More than two dozen construction and infrastructure projects submitted earlier this year to state lawmakers by the New Mexico Department of Indian Affairs have been approved for funding.
Those projects, agreed to by Governor Michelle Lujan Grisham, stand in contrast to the just over 90 projects submitted by that same agency that were ultimately vetoed by the Governor.
The largest outlay at $3 million is going for the construction of an emergency respond command center at the Navajo Nation’s Shiprock chapter.
That project, which has been long in the planning stage and is expected to ultimately cost $12 million to build, will go up on the south side of the San Juan River.
Exactly $2 million will fund a variety of housing improvements at the Santo Domingo Pueblo in Sandoval County.

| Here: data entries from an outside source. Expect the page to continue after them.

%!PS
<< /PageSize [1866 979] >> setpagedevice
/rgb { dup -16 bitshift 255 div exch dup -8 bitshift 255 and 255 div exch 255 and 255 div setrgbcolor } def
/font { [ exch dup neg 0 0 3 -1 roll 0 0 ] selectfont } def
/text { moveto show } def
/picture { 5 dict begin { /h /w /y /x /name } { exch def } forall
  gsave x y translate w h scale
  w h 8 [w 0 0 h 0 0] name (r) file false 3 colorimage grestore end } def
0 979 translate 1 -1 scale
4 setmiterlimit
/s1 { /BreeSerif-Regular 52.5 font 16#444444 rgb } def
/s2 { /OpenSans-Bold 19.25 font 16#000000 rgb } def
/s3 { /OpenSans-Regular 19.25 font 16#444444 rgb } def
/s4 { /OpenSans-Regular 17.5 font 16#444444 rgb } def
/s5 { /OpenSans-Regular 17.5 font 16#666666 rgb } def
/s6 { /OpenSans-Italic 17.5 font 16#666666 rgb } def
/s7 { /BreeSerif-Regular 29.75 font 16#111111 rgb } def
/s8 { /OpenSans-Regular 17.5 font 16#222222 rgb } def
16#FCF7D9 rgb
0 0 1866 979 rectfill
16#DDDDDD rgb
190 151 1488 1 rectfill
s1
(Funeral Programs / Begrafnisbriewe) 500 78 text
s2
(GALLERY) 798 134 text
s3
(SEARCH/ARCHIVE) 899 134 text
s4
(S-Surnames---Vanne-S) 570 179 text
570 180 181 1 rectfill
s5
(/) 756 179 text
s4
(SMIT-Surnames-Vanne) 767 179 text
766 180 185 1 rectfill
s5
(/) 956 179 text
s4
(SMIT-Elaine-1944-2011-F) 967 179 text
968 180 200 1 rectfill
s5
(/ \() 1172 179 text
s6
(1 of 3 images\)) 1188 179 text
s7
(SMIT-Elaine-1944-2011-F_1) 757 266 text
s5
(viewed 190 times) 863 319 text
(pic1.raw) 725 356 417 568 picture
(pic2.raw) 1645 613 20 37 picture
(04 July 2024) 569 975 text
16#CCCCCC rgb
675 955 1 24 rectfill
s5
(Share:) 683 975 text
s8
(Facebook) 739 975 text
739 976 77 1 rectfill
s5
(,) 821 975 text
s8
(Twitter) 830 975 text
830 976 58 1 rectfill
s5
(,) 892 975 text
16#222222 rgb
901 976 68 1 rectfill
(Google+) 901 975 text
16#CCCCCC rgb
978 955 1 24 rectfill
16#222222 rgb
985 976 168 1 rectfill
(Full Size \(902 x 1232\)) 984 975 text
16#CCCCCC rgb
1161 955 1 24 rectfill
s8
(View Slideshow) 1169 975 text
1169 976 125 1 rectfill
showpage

The Jicarilla Apache Nation in Rio Arriba County has been approved for $1.4 million in funding for the Cutter Lateral section of the larger Navajo-Gallup Water Supply Project.
Some $567,000 is going for a powerline expansion project at the Navajo Nation’s Tse’ii’ahi’Chapter in McKinley County, while a new water well project at the Navajo Nation’s Alamo Chapter in Socorro County is receiving $500,000 in state funds.
Among the largest projects submitted by Indian Affairs but subsequently vetoed by the Governor is $2.3 million for the construction of a new fire station at the Laguna Pueblo in Cibola County; and $2 million for the construction of the Walatowa Head Start Center at the Jemez Pueblo in Sandoval County.
The Governor, in a message to lawmakers, pointed out that altogether she had given her approval to around $19 million in various tribal construction and infrastructure projects.